FIG. 3 is a schematic view illustrating a power strip having a surge protective circuit according to a second preferred embodiment of the present invention. As shown in FIG. 3, the power strip 30 includes a plug device 301, a conducting line 302 and a power strip main body 303. The plug device 301 includes a plurality of pins 3011. The power strip main body 303 includes a surge protective circuit 3031 and a plurality of electrical sockets 3032. In this embodiment, the surge protective circuit 3031 includes a first surge protective device 30311, a buffer conductive device 30312, and a second surge protective device 30313. This embodiment is distinguished from the first preferred embodiment in that the buffer conductive device 30312 is a conducting wire wound around the power strip main body 303 and both ends thereof are respectively coupled to the first surge protective device 30311 and the second surge protective device 30313. Such a design can further save the space to be occupied by the buffer conductive device 30312 in the surge protective circuit 3031. Consequently, the overall volume of the power strip main body 303 is reduced. It is noted that, however, those skilled in the art will readily observe that numerous modifications and alterations of winding the buffer conductive device 30312 around the power strip main body 303 may be made while retaining the teachings of the invention. The operation principles of other components included in the power strip of this embodiment are similar to those shown in FIG. 2, and are not redundantly described herein.

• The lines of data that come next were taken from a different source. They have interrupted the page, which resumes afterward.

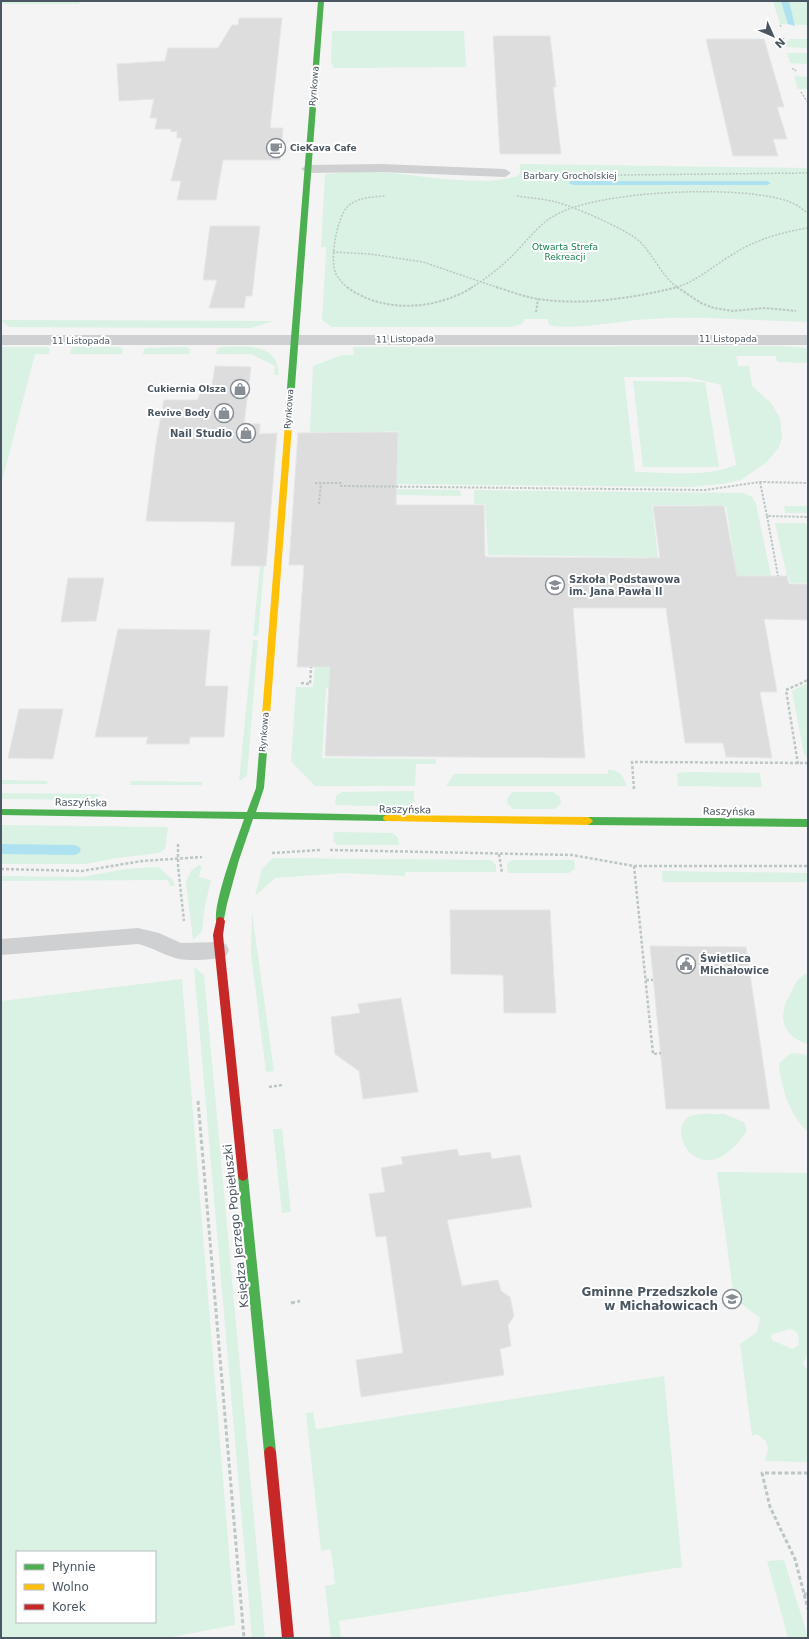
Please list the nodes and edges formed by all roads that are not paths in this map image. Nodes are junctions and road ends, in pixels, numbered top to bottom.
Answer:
1 (320, 1) edge
2 (307, 168) junction
3 (505, 173) road end
4 (1, 340) edge
5 (808, 340) edge
6 (294, 341) junction
7 (1, 812) edge
8 (250, 816) junction
9 (808, 823) edge
10 (1, 947) edge
11 (219, 950) junction
12 (288, 1638) edge

1 - 2 street, Rynkowa
2 - 3 lane
2 - 6 street, Rynkowa
4 - 6 street, 11 Listopada
5 - 6 street, 11 Listopada
6 - 8 street, Rynkowa
7 - 8 street, Raszyńska
8 - 9 street, Raszyńska
8 - 11 street, Księdza Jerzego Popiełuszki
10 - 11 lane
11 - 12 street, Księdza Jerzego Popiełuszki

FIG. 4 is a schematic view illustrating a power strip having a surge protective circuit according to a third preferred embodiment of the present invention. As shown in FIG. 4, the power strip 40 includes a plug device 401, a conducting line 402 and a power strip main body 403. The plug device 401 includes a plurality of pins 4011. The power strip main body 403 includes a surge protective circuit 4031 and a plurality of electrical sockets 4032. In this embodiment, the surge protective circuit 4031 includes a first surge protective device 40311, a buffer conductive device 40312, and a second surge protective device 40313. This embodiment is distinguished from the first and second preferred embodiments in that the buffer conductive device 40312 is a printed circuit board having a spiral conductive trace 403121 thereon and both ends of the conductive trace 403121 are respectively coupled to the first surge protective device 40311 and the second surge protective device 40313. It is noted that, however, those skilled in the art will readily observe that the conductive trace 403121 on the printed circuit board is not restricted to the spiral form. The operation principles of other components included in the power strip of this embodiment are similar to those shown in FIGS. 2 and 3, and are not redundantly described herein.

From the above description, the surge protective circuit of the power strip of the present invention has a buffer conductive device in replace of the inductor used in the conventional power strip. Since the buffer conductive device contained is relatively small-sized and cost-effective in comparison with the bulky inductor, the power strip has reduced overall volume and reduced fabricating cost. Moreover, the surge is suppressed in multiple stages by the surge protective circuit of the power strip of the present invention and thus the power strip of the present invention can meet the requirements of the third edition of UL 1449. As a result, the power strip of the present invention has enhanced industrial utility.

While the invention has been described in terms of what is presently considered to be the most practical and preferred embodiments, it is to be understood that the invention needs not be limited to the disclosed embodiment. On the contrary, it is intended to cover various modifications and similar arrangements included within the spirit and scope of the appended claims which are to be accorded with the broadest interpretation so as to encompass all such modifications and similar structures.